Bien que le Soudan connaisse actuellement l’une des plus grandes crises de déplacement au monde, de nombreuses organisations humanitaires n’ont pas repris leurs activités après avoir évacué au début des affrontements l’an dernier. Aujourd’hui, plus d’un an après le début du conflit, le Soudan reste confronté à d’importances carences en matière d’aide humanitaire.

MSF réitère donc son appel auprès des parties belligérantes pour qu’elles respectent les mesures de protection particulières dont bénéficient le personnel et les structures de santé en vertu du droit international humanitaire. Elles doivent aussi garantir que les organisations humanitaires disposent d’un accès sûr à toutes les régions du Soudan, sans exception, et cesser de bloquer l’acheminement de matériel et de personnel. En outre, pour que l’aide humanitaire parvienne aux personnes ciblées, les Nations Unies doivent intensifier d’urgence leurs activités et s’engager à des résultats clairs en termes d’accès. Elles doivent jouer un rôle actif dans l’intensification rapide et significative de l’aide humanitaire.

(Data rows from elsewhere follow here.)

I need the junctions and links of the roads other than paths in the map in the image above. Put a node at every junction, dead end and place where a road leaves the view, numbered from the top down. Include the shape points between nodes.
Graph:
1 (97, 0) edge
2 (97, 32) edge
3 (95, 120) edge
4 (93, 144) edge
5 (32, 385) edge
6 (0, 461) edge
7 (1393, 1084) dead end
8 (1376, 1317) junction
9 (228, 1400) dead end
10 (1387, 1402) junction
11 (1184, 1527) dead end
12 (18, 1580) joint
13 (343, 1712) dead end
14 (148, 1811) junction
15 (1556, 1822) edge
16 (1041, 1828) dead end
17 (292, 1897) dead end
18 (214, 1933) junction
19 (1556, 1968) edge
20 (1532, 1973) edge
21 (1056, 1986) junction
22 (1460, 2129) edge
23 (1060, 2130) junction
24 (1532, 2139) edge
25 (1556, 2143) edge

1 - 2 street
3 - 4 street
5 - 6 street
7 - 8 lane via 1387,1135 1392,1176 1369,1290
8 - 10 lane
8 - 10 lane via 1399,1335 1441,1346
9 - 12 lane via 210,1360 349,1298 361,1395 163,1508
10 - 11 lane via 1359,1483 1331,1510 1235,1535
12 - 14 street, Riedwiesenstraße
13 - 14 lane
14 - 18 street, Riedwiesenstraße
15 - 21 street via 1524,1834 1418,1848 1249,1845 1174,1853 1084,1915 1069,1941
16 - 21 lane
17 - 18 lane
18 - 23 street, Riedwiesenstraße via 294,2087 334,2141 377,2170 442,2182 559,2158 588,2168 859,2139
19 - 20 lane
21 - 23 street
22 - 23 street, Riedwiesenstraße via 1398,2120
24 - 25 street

MSF soutient actuellement plus de 30 centres de santé dans 10 États du Soudan : Khartoum, Al-Jazirah, Nil Blanc et Nil Bleu, Al Qadarif, Darfour Occidental, Darfour du Nord, Darfour du Sud et Darfour Central, et Mer Rouge. Nos équipes sont également intervenues récemment à Kassala. Elles mènent des activités à la fois dans les zones contrôlées par les Forces armées soudanaises et celles contrôlées par les Forces de soutien rapide. MSF fournit des services de traumatologie, de santé maternelle et pédiatrique, traite la malnutrition, et offre d’autres services de santé. Au Soudan du Sud et dans l’est du Tchad, nos équipes soutiennent également les personnes réfugiées du Soudanais et les personnes rapatriées.